When you retype the data, keep every line exactly as it appears.

☆ ☆ ☆ ☆

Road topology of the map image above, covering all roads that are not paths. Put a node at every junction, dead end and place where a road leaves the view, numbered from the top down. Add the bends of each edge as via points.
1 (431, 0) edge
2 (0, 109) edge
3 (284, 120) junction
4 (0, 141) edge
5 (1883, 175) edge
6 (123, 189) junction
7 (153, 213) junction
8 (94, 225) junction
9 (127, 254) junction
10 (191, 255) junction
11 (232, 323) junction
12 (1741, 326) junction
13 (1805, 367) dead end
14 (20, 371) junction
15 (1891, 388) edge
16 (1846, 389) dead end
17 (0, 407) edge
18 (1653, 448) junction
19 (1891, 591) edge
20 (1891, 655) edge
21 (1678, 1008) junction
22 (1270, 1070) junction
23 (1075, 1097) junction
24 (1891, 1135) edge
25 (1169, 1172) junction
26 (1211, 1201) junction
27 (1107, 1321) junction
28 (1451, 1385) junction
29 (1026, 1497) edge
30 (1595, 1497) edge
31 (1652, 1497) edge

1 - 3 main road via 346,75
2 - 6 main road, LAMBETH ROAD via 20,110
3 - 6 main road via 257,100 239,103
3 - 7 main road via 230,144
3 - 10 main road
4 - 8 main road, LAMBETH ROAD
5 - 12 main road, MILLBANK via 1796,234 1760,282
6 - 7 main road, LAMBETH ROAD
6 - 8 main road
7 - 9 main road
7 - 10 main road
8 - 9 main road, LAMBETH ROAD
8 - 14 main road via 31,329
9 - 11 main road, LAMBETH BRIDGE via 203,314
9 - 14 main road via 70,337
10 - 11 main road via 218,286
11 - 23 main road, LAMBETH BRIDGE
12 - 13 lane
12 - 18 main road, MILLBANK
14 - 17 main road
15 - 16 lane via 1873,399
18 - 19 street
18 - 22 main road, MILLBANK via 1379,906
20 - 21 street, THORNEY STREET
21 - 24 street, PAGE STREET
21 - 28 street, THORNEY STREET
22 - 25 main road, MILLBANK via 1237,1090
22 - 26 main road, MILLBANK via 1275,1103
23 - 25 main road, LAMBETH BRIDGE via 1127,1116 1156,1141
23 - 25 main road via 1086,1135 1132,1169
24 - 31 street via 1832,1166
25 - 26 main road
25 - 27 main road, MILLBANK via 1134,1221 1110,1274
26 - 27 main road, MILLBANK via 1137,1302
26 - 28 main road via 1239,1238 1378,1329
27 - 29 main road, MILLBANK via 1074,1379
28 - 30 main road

☆ ☆ ☆ ☆

### Solved exercise
Road topology of the map image above, covering all roads that are not paths. Put a node at every junction, dead end and place where a road leaves the view, numbered from the top down. Add the bends of each edge as via points.
1 (431, 0) edge
2 (0, 109) edge
3 (284, 120) junction
4 (0, 141) edge
5 (1883, 175) edge
6 (123, 189) junction
7 (153, 213) junction
8 (94, 225) junction
9 (127, 254) junction
10 (191, 255) junction
11 (232, 323) junction
12 (1741, 326) junction
13 (1805, 367) dead end
14 (20, 371) junction
15 (1891, 388) edge
16 (1846, 389) dead end
17 (0, 407) edge
18 (1653, 448) junction
19 (1891, 591) edge
20 (1891, 655) edge
21 (1678, 1008) junction
22 (1270, 1070) junction
23 (1075, 1097) junction
24 (1891, 1135) edge
25 (1169, 1172) junction
26 (1211, 1201) junction
27 (1107, 1321) junction
28 (1451, 1385) junction
29 (1026, 1497) edge
30 (1595, 1497) edge
31 (1652, 1497) edge

1 - 3 main road via 346,75
2 - 6 main road, LAMBETH ROAD via 20,110
3 - 6 main road via 257,100 239,103
3 - 7 main road via 230,144
3 - 10 main road
4 - 8 main road, LAMBETH ROAD
5 - 12 main road, MILLBANK via 1796,234 1760,282
6 - 7 main road, LAMBETH ROAD
6 - 8 main road
7 - 9 main road
7 - 10 main road
8 - 9 main road, LAMBETH ROAD
8 - 14 main road via 31,329
9 - 11 main road, LAMBETH BRIDGE via 203,314
9 - 14 main road via 70,337
10 - 11 main road via 218,286
11 - 23 main road, LAMBETH BRIDGE
12 - 13 lane
12 - 18 main road, MILLBANK
14 - 17 main road
15 - 16 lane via 1873,399
18 - 19 street
18 - 22 main road, MILLBANK via 1379,906
20 - 21 street, THORNEY STREET
21 - 24 street, PAGE STREET
21 - 28 street, THORNEY STREET
22 - 25 main road, MILLBANK via 1237,1090
22 - 26 main road, MILLBANK via 1275,1103
23 - 25 main road, LAMBETH BRIDGE via 1127,1116 1156,1141
23 - 25 main road via 1086,1135 1132,1169
24 - 31 street via 1832,1166
25 - 26 main road
25 - 27 main road, MILLBANK via 1134,1221 1110,1274
26 - 27 main road, MILLBANK via 1137,1302
26 - 28 main road via 1239,1238 1378,1329
27 - 29 main road, MILLBANK via 1074,1379
28 - 30 main road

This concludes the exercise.